All lines in the records below with the word "name" must be returned.

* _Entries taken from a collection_
★ ★ ★ ★ ★ ★ ★
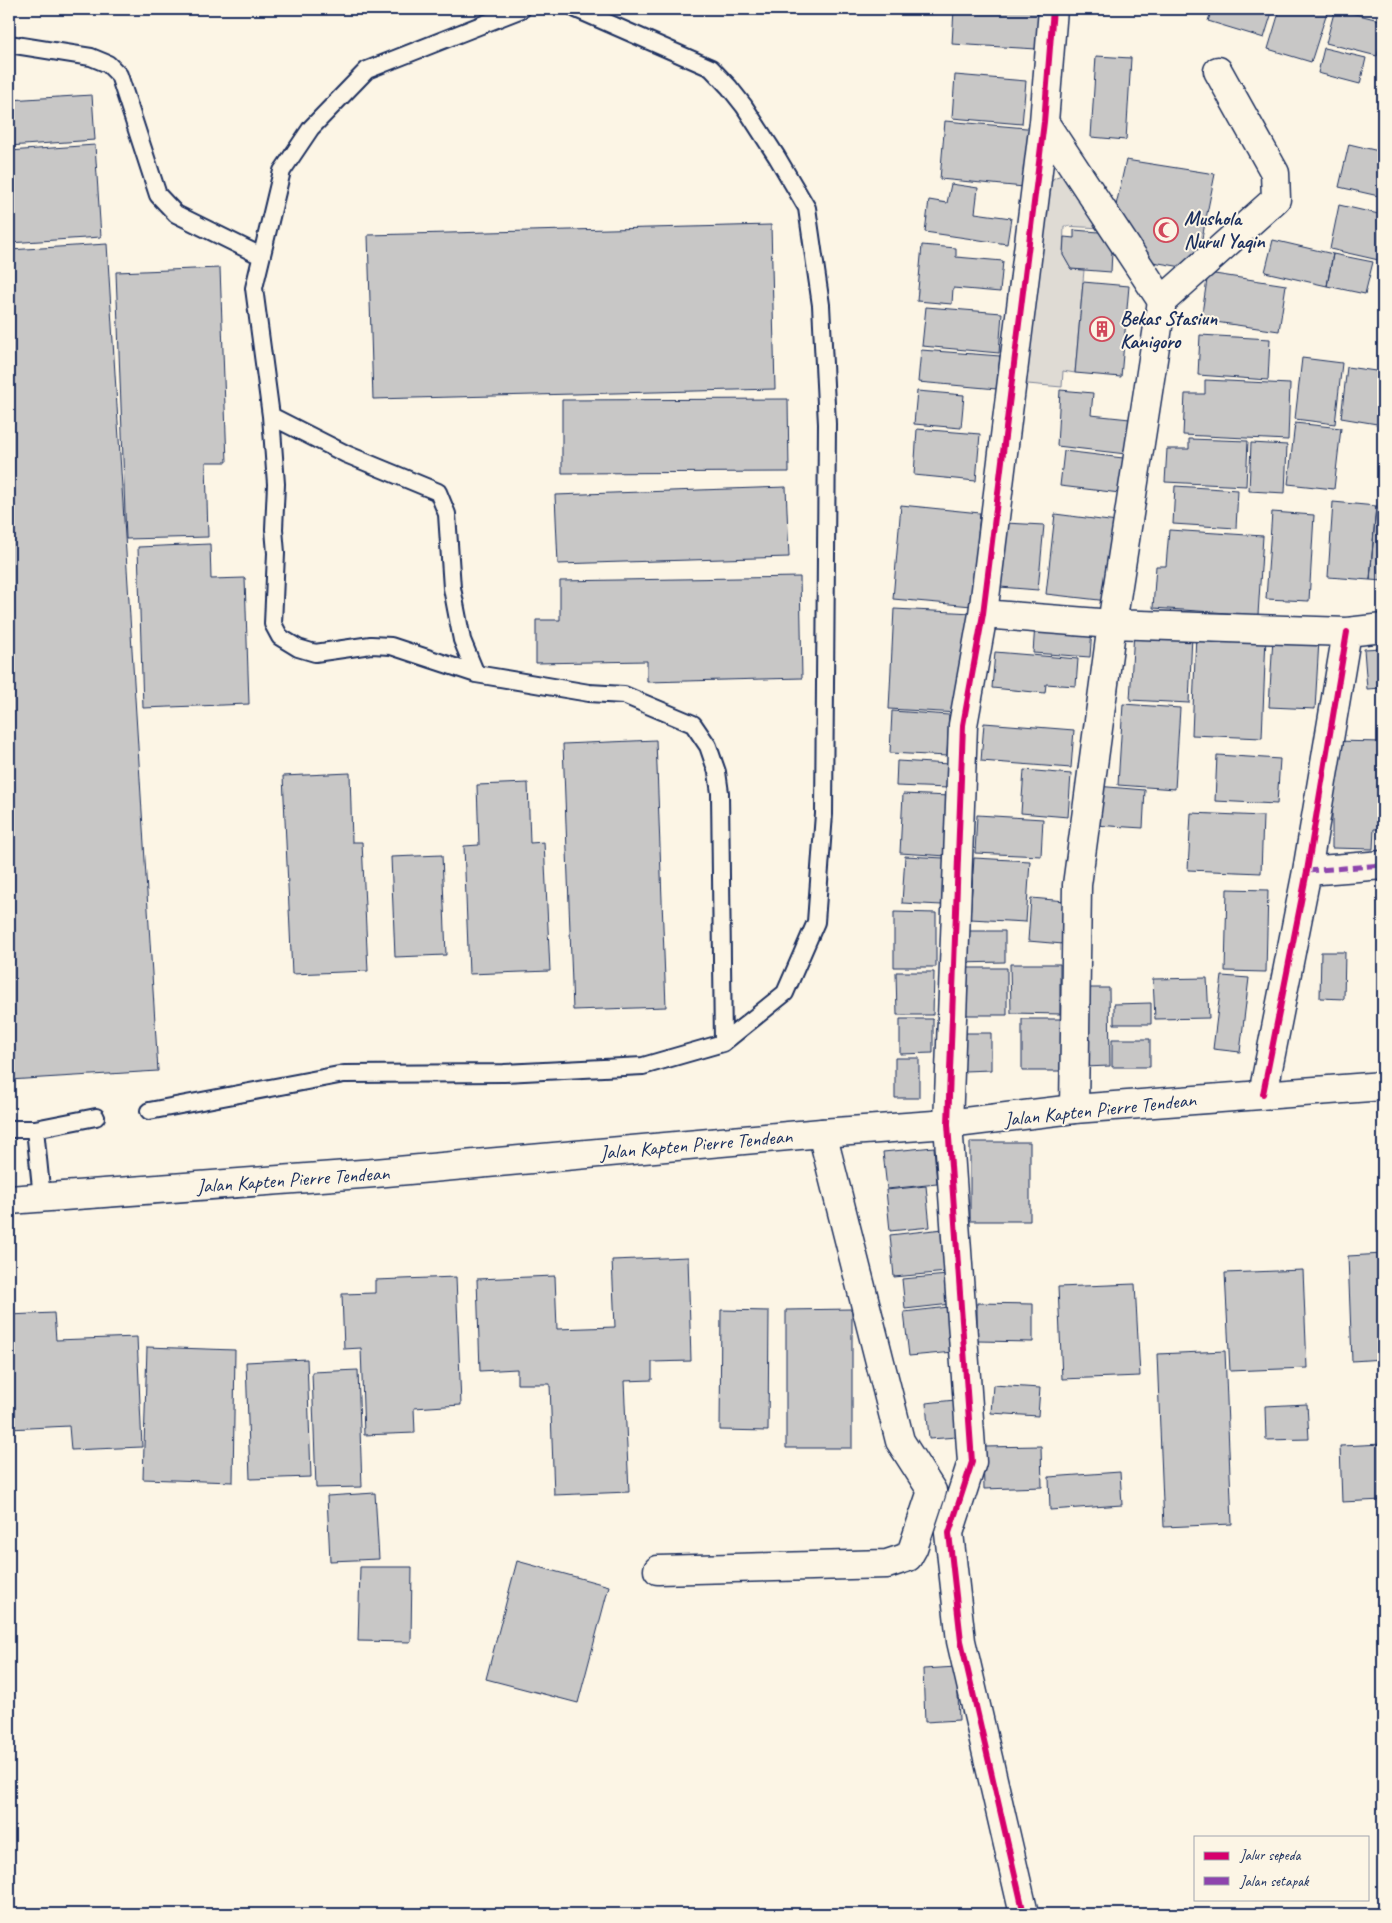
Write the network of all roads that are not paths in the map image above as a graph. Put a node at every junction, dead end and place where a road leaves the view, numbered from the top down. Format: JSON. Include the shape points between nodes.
{"nodes":[{"id":1,"x":522,"y":9,"type":"edge"},
{"id":2,"x":576,"y":9,"type":"edge"},
{"id":3,"x":1053,"y":9,"type":"edge"},
{"id":4,"x":9,"y":44,"type":"edge"},
{"id":5,"x":1218,"y":71,"type":"dead end"},
{"id":6,"x":1044,"y":122,"type":"junction"},
{"id":7,"x":261,"y":256,"type":"junction"},
{"id":8,"x":1162,"y":301,"type":"junction"},
{"id":9,"x":270,"y":416,"type":"junction"},
{"id":10,"x":983,"y":614,"type":"junction"},
{"id":11,"x":1112,"y":624,"type":"junction"},
{"id":12,"x":1383,"y":628,"type":"edge"},
{"id":13,"x":1347,"y":632,"type":"junction"},
{"id":14,"x":476,"y":674,"type":"junction"},
{"id":15,"x":1383,"y":865,"type":"edge"},
{"id":16,"x":1307,"y":871,"type":"junction"},
{"id":17,"x":723,"y":1043,"type":"junction"},
{"id":18,"x":1383,"y":1086,"type":"edge"},
{"id":19,"x":1264,"y":1094,"type":"junction"},
{"id":20,"x":1074,"y":1110,"type":"junction"},
{"id":21,"x":149,"y":1111,"type":"dead end"},
{"id":22,"x":96,"y":1117,"type":"dead end"},
{"id":23,"x":948,"y":1124,"type":"junction"},
{"id":24,"x":9,"y":1129,"type":"edge"},
{"id":25,"x":35,"y":1129,"type":"junction"},
{"id":26,"x":822,"y":1133,"type":"junction"},
{"id":27,"x":42,"y":1198,"type":"junction"},
{"id":28,"x":9,"y":1200,"type":"edge"},
{"id":29,"x":932,"y":1491,"type":"junction"},
{"id":30,"x":949,"y":1533,"type":"junction"},
{"id":31,"x":658,"y":1570,"type":"dead end"},
{"id":32,"x":1024,"y":1914,"type":"edge"}],
"edges":[{"from":1,"to":7,"type":"lane","via":[[367,70],[311,128],[282,171]]},
{"from":2,"to":17,"type":"lane","via":[[711,68],[729,86],[807,208],[820,295],[827,424],[824,814],[816,922],[785,993]]},
{"from":3,"to":6,"type":"street"},
{"from":4,"to":7,"type":"lane","via":[[91,57],[108,64],[119,75],[158,195],[176,214]]},
{"from":5,"to":8,"type":"street","via":[[1275,173],[1276,199]]},
{"from":6,"to":8,"type":"street"},
{"from":6,"to":10,"type":"street"},
{"from":7,"to":9,"type":"lane","via":[[254,288]]},
{"from":8,"to":11,"type":"street"},
{"from":9,"to":14,"type":"lane","via":[[346,454],[438,492],[447,514],[452,588],[461,631]]},
{"from":9,"to":14,"type":"lane","via":[[276,484],[273,624],[280,637],[298,648],[315,653],[371,645],[391,646]]},
{"from":10,"to":11,"type":"street"},
{"from":10,"to":23,"type":"street","via":[[963,724]]},
{"from":11,"to":13,"type":"street"},
{"from":11,"to":20,"type":"street","via":[[1077,885]]},
{"from":12,"to":13,"type":"street"},
{"from":13,"to":16,"type":"street"},
{"from":14,"to":17,"type":"lane","via":[[589,693],[624,695],[693,724],[708,746],[720,793]]},
{"from":15,"to":16,"type":"street"},
{"from":16,"to":19,"type":"street"},
{"from":17,"to":21,"type":"lane","via":[[643,1066],[504,1073],[344,1074]]},
{"from":18,"to":19,"type":"street","name":"Jalan Kapten Pierre Tendean"},
{"from":19,"to":20,"type":"street","name":"Jalan Kapten Pierre Tendean"},
{"from":20,"to":23,"type":"street","name":"Jalan Kapten Pierre Tendean"},
{"from":22,"to":25,"type":"lane"},
{"from":23,"to":26,"type":"street","name":"Jalan Kapten Pierre Tendean"},
{"from":23,"to":30,"type":"street","via":[[972,1462]]},
{"from":24,"to":25,"type":"lane"},
{"from":25,"to":27,"type":"lane"},
{"from":26,"to":27,"type":"street","name":"Jalan Kapten Pierre Tendean","via":[[375,1173]]},
{"from":26,"to":29,"type":"street","via":[[900,1441]]},
{"from":27,"to":28,"type":"street","name":"Jalan Kapten Pierre Tendean"},
{"from":29,"to":30,"type":"street"},
{"from":29,"to":31,"type":"street","via":[[914,1548],[908,1557],[887,1564]]},
{"from":30,"to":32,"type":"street","via":[[961,1641]]}]}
★ ★ ★ ★ ★ ★ ★
* _RESPONSE AREA_
{"from":18,"to":19,"type":"street","name":"Jalan Kapten Pierre Tendean"},
{"from":19,"to":20,"type":"street","name":"Jalan Kapten Pierre Tendean"},
{"from":20,"to":23,"type":"street","name":"Jalan Kapten Pierre Tendean"},
{"from":23,"to":26,"type":"street","name":"Jalan Kapten Pierre Tendean"},
{"from":26,"to":27,"type":"street","name":"Jalan Kapten Pierre Tendean","via":[[375,1173]]},
{"from":27,"to":28,"type":"street","name":"Jalan Kapten Pierre Tendean"},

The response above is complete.